How we conducted the review
We identified studies by searching databases and writing to researchers of registered trials. Two review authors independently assessed studies and collected the data from each study. We included only randomised controlled trials. We pooled data from similar individual studies in the analyses, grouping them by the type of operation performed (hysterectomy or sacrocolpopexy).

Findings
We included six studies involving 517 women with benign gynaecological disease (not cancer). One study was determined to be at high risk of bias. We are uncertain as to whether RAS or conventional laparoscopic surgery (CLS) has lower overall complication rates because the evidence gathered was of low quality. We combined data from four studies showing that RAS procedures took about 42 minutes longer on average, but results varied across the studies, although on average women who underwent hysterectomy had a shorter hospital stay of about seven hours; the quality of the evidence was low.

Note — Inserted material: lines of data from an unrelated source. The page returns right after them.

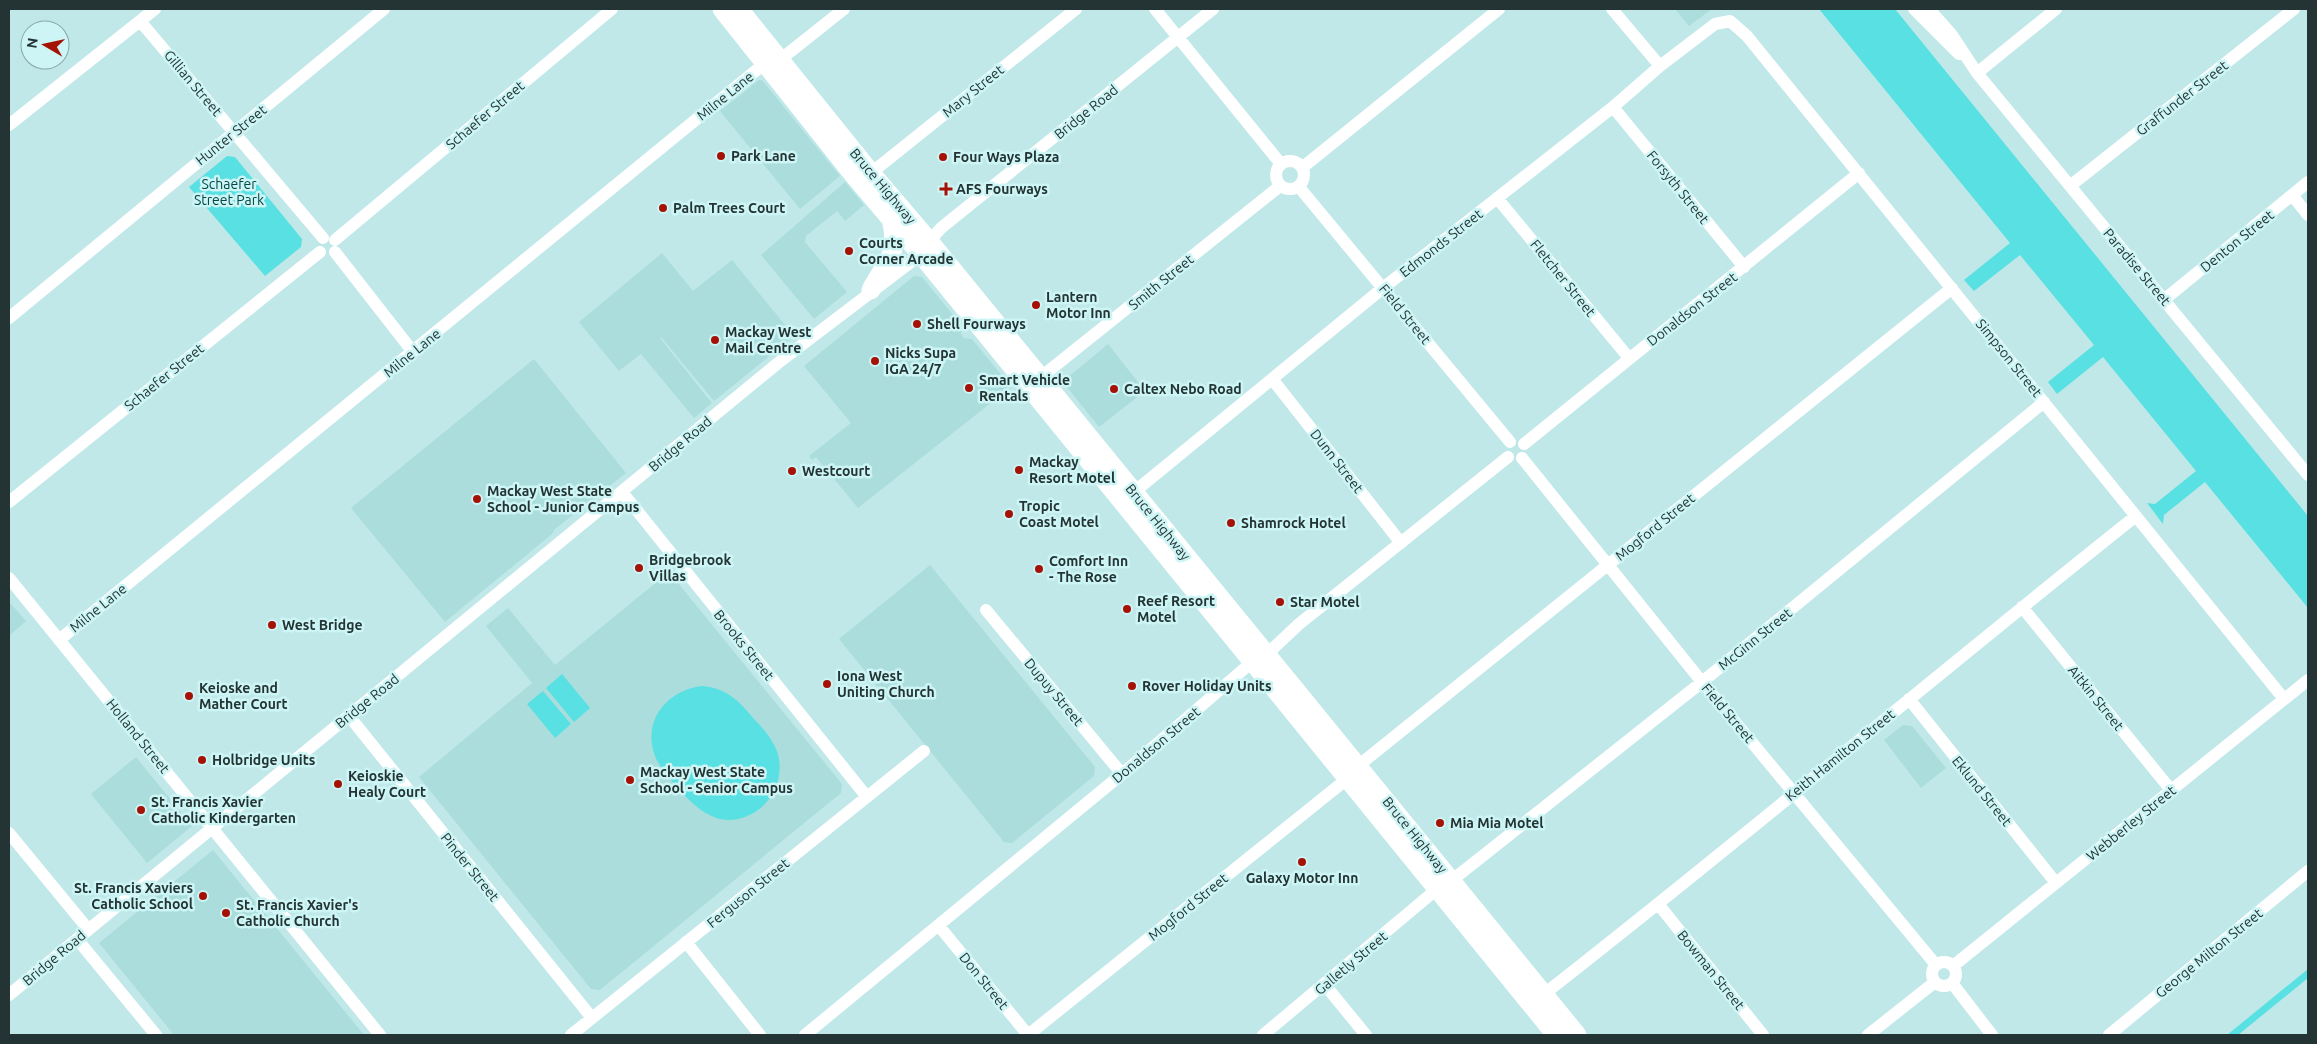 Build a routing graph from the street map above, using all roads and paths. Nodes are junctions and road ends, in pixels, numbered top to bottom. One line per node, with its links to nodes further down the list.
1 (155, 9): 16 (street)
2 (384, 9): 25 (street, Hunter Street)
3 (612, 9): 38 (street, Schaefer Street)
4 (722, 9): 19 (highway, Bruce Highway)
5 (740, 9): 19 (highway, Bruce Highway)
6 (844, 9): 19 (street, Milne Lane)
7 (1076, 9): 28 (street, Mary Street)
8 (1155, 9): 18 (street)
9 (1213, 9): 18 (street, Bridge Road)
10 (1499, 9): 27 (street)
11 (1612, 9): 21 (street)
12 (1914, 9): 20 (street, Paradise Street)
13 (1928, 9): 20 (street, Paradise Street)
14 (2056, 9): 22 (street)
15 (2294, 9): 32 (street, Graffunder Street)
16 (140, 21): 24 (street); 25 (street, Gillian Street)
17 (1730, 21): 21 (street, Edmonds Street); 29 (street, Simpson Street)
18 (1178, 37): 26 (street); 39 (street, Bridge Road)
19 (772, 62): 28 (highway, Bruce Highway); 37 (highway, Bruce Highway); 46 (street, Milne Lane)
20 (1969, 62): 22 (street, Paradise Street)
21 (1660, 66): 23 (street, Edmonds Street)
22 (1978, 73): 32 (street, Paradise Street)
23 (1613, 107): 35 (street, Edmonds Street); 40 (street, Forsyth Street)
24 (9, 125)
25 (234, 132): 38 (street, Gillian Street); 45 (street, Hunter Street)
26 (1281, 164): 27 (street); 31 (street)
27 (1303, 167): 33 (street)
28 (871, 173): 39 (highway, Bruce Highway)
29 (1859, 173): 40 (street, Donaldson Street); 42 (street, Simpson Street)
30 (2308, 182): 34 (street, Denton Street)
31 (1280, 186): 33 (street); 48 (street, Smith Street)
32 (2070, 186): 44 (street, Paradise Street)
33 (1299, 187): 41 (street, Field Street)
34 (2292, 195): 36 (street); 44 (street, Denton Street)
35 (1497, 198): 41 (street, Edmonds Street); 47 (street, Fletcher Street)
36 (2308, 215)
37 (891, 219): 39 (highway, Bruce Highway); 43 (highway)
38 (331, 243): 46 (street, Gillian Street); 58 (street, Schaefer Street)
39 (924, 247): 43 (street, Bridge Road); 48 (highway, Bruce Highway); 66 (highway, Bruce Highway)
40 (1744, 267): 47 (street, Donaldson Street)
41 (1383, 288): 49 (street, Edmonds Street); 51 (street, Field Street)
42 (1952, 288): 50 (street, Simpson Street); 61 (street, Mogford Street)
43 (871, 290): 56 (street, Bridge Road)
44 (2165, 299): 55 (street, Paradise Street)
45 (9, 318)
46 (413, 352): 65 (street, Milne Lane)
47 (1629, 358): 52 (street, Donaldson Street)
48 (1041, 377): 57 (highway, Bruce Highway)
49 (1273, 380): 57 (street, Edmonds Street); 60 (street, Dunn Street)
50 (2044, 402): 59 (street, Simpson Street); 68 (street, McGinn Street)
51 (1510, 442): 52 (street); 53 (street)
52 (1524, 444): 54 (street)
53 (1508, 457): 54 (street); 60 (street, Donaldson Street)
54 (1522, 458): 61 (street, Field Street)
55 (2307, 476)
56 (622, 492): 71 (street, Bridge Road); 77 (street, Brooks Street)
57 (1134, 492): 66 (highway, Bruce Highway)
58 (9, 502)
59 (2136, 516): 63 (street, Keith Hamilton Street); 70 (street, Simpson Street)
60 (1401, 543): 66 (street, Donaldson Street)
61 (1608, 564): 68 (street, Field Street); 73 (street, Mogford Street)
62 (9, 578): 65 (street, Holland Street)
63 (2022, 607): 69 (street, Keith Hamilton Street); 75 (street, Aitkin Street)
64 (986, 610): 74 (street, Dupuy Street)
65 (59, 640): 78 (street, Holland Street)
66 (1259, 658): 73 (highway, Bruce Highway); 74 (street, Donaldson Street)
67 (2308, 680): 70 (street, Webberley Street)
68 (1702, 682): 76 (street, Field Street); 82 (street, McGinn Street)
69 (1909, 699): 76 (street, Keith Hamilton Street); 81 (street, Eklund Street)
70 (2284, 699): 75 (street, Webberley Street)
71 (349, 716): 78 (street, Bridge Road); 95 (street, Pinder Street)
72 (924, 750): 77 (street, Ferguson Street)
73 (1353, 772): 82 (highway, Bruce Highway); 101 (street, Mogford Street)
74 (1122, 774): 84 (street, Donaldson Street)
75 (2171, 790): 81 (street, Webberley Street)
76 (1794, 792): 83 (street, Keith Hamilton Street); 88 (street, Field Street)
77 (867, 797): 87 (street, Ferguson Street)
78 (213, 828): 85 (street, Bridge Road); 97 (street, Holland Street)
79 (9, 832): 85 (street)
80 (2308, 871): 109 (street, George Milton Street)
81 (2056, 883): 89 (street, Webberley Street)
82 (1444, 885): 92 (street, Galletly Street); 93 (highway, Bruce Highway); 104 (highway, Bruce Highway)
83 (1659, 905): 93 (street, Keith Hamilton Street); 106 (street, Bowman Street)
84 (939, 926): 100 (street, Donaldson Street); 101 (street, Don Street)
85 (88, 929): 86 (street, Bridge Road)
86 (77, 939): 94 (street, Bridge Road); 96 (street)
87 (686, 942): 95 (street, Ferguson Street); 99 (street)
88 (1936, 966): 89 (street); 90 (street)
89 (1953, 966): 91 (street)
90 (1935, 982): 91 (street); 107 (street)
91 (1952, 983): 108 (street)
92 (1325, 985): 102 (street, Galletly Street); 103 (street)
93 (1544, 994): 105 (highway, Bruce Highway)
94 (9, 995)
95 (592, 1018): 98 (street, Ferguson Street)
96 (156, 1035)
97 (380, 1035)
98 (571, 1035)
99 (760, 1035)
100 (805, 1035)
101 (1028, 1035)
102 (1264, 1035)
103 (1366, 1035)
104 (1556, 1035)
105 (1577, 1035)
106 (1764, 1035)
107 (1868, 1035)
108 (1992, 1035)
109 (2109, 1035)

We identified five ongoing trials—four of cancer surgery.

Conclusions
Low‐quality evidence applicable to hysterectomy and sacrocolpopexy operations suggests that complication rates for RAS may not be different from those for CLS. Moderate‐quality evidence suggests that these procedures take longer with RAS but may be associated with a shorter stay in hospital. Evidence on RAS for cancer surgery is lacking. Additional research is needed.